Exercise input =>

* * *

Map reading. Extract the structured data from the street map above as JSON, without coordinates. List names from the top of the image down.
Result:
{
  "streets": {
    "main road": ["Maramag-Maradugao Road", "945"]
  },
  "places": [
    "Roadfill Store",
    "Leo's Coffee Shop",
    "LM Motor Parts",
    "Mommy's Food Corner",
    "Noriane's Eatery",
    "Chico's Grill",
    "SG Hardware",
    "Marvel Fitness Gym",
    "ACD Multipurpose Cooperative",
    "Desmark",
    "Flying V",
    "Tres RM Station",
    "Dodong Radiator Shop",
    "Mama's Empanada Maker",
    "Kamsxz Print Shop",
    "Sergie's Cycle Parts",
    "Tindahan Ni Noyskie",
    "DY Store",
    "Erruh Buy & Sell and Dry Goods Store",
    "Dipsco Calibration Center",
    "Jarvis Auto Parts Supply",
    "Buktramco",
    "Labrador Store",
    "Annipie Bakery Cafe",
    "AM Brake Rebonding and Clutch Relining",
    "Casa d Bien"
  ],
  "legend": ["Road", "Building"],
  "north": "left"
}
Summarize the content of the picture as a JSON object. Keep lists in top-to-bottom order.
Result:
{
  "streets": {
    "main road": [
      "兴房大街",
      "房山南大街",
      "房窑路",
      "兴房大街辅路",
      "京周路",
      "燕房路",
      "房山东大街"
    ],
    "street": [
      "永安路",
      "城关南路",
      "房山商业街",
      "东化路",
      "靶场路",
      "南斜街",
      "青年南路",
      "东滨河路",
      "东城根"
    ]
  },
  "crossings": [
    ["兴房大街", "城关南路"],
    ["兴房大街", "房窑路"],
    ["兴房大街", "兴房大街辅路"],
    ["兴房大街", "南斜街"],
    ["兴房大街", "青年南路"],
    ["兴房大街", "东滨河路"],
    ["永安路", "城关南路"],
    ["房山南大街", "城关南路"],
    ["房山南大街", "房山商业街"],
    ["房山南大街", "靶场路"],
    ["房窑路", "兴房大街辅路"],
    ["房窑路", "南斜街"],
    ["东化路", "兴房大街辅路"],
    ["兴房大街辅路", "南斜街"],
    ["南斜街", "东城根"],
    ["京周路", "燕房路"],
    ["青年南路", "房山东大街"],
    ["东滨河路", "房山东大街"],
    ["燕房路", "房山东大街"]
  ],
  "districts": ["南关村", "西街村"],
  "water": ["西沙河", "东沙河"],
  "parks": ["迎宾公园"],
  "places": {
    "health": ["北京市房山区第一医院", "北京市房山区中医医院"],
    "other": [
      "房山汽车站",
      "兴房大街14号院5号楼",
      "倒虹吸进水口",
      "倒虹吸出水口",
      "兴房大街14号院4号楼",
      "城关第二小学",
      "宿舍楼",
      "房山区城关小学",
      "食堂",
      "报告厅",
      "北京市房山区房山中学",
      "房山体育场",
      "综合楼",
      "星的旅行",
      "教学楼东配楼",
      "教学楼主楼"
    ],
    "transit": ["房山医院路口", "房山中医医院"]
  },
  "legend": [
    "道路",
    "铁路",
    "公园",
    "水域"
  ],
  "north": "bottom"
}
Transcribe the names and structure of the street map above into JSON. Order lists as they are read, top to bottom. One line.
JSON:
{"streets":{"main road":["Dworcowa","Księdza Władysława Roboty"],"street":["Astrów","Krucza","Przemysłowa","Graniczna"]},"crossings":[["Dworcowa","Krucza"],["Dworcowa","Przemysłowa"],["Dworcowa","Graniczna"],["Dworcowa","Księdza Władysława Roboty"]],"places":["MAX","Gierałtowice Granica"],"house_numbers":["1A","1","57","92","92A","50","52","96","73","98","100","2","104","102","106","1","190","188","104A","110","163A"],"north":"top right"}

* * *

Return every entry verbatim.

Solved problem =>
Map reading. Extract the structured data from the street map above as JSON, without coordinates. List names from the top of the image down.
Result:
{
  "streets": {
    "main road": ["Maramag-Maradugao Road", "945"]
  },
  "places": [
    "Roadfill Store",
    "Leo's Coffee Shop",
    "LM Motor Parts",
    "Mommy's Food Corner",
    "Noriane's Eatery",
    "Chico's Grill",
    "SG Hardware",
    "Marvel Fitness Gym",
    "ACD Multipurpose Cooperative",
    "Desmark",
    "Flying V",
    "Tres RM Station",
    "Dodong Radiator Shop",
    "Mama's Empanada Maker",
    "Kamsxz Print Shop",
    "Sergie's Cycle Parts",
    "Tindahan Ni Noyskie",
    "DY Store",
    "Erruh Buy & Sell and Dry Goods Store",
    "Dipsco Calibration Center",
    "Jarvis Auto Parts Supply",
    "Buktramco",
    "Labrador Store",
    "Annipie Bakery Cafe",
    "AM Brake Rebonding and Clutch Relining",
    "Casa d Bien"
  ],
  "legend": ["Road", "Building"],
  "north": "left"
}
Summarize the content of the picture as a JSON object. Keep lists in top-to-bottom order.
Result:
{
  "streets": {
    "main road": [
      "兴房大街",
      "房山南大街",
      "房窑路",
      "兴房大街辅路",
      "京周路",
      "燕房路",
      "房山东大街"
    ],
    "street": [
      "永安路",
      "城关南路",
      "房山商业街",
      "东化路",
      "靶场路",
      "南斜街",
      "青年南路",
      "东滨河路",
      "东城根"
    ]
  },
  "crossings": [
    ["兴房大街", "城关南路"],
    ["兴房大街", "房窑路"],
    ["兴房大街", "兴房大街辅路"],
    ["兴房大街", "南斜街"],
    ["兴房大街", "青年南路"],
    ["兴房大街", "东滨河路"],
    ["永安路", "城关南路"],
    ["房山南大街", "城关南路"],
    ["房山南大街", "房山商业街"],
    ["房山南大街", "靶场路"],
    ["房窑路", "兴房大街辅路"],
    ["房窑路", "南斜街"],
    ["东化路", "兴房大街辅路"],
    ["兴房大街辅路", "南斜街"],
    ["南斜街", "东城根"],
    ["京周路", "燕房路"],
    ["青年南路", "房山东大街"],
    ["东滨河路", "房山东大街"],
    ["燕房路", "房山东大街"]
  ],
  "districts": ["南关村", "西街村"],
  "water": ["西沙河", "东沙河"],
  "parks": ["迎宾公园"],
  "places": {
    "health": ["北京市房山区第一医院", "北京市房山区中医医院"],
    "other": [
      "房山汽车站",
      "兴房大街14号院5号楼",
      "倒虹吸进水口",
      "倒虹吸出水口",
      "兴房大街14号院4号楼",
      "城关第二小学",
      "宿舍楼",
      "房山区城关小学",
      "食堂",
      "报告厅",
      "北京市房山区房山中学",
      "房山体育场",
      "综合楼",
      "星的旅行",
      "教学楼东配楼",
      "教学楼主楼"
    ],
    "transit": ["房山医院路口", "房山中医医院"]
  },
  "legend": [
    "道路",
    "铁路",
    "公园",
    "水域"
  ],
  "north": "bottom"
}
Transcribe the names and structure of the street map above into JSON. Order lists as they are read, top to bottom. One line.
JSON:
{"streets":{"main road":["Dworcowa","Księdza Władysława Roboty"],"street":["Astrów","Krucza","Przemysłowa","Graniczna"]},"crossings":[["Dworcowa","Krucza"],["Dworcowa","Przemysłowa"],["Dworcowa","Graniczna"],["Dworcowa","Księdza Władysława Roboty"]],"places":["MAX","Gierałtowice Granica"],"house_numbers":["1A","1","57","92","92A","50","52","96","73","98","100","2","104","102","106","1","190","188","104A","110","163A"],"north":"top right"}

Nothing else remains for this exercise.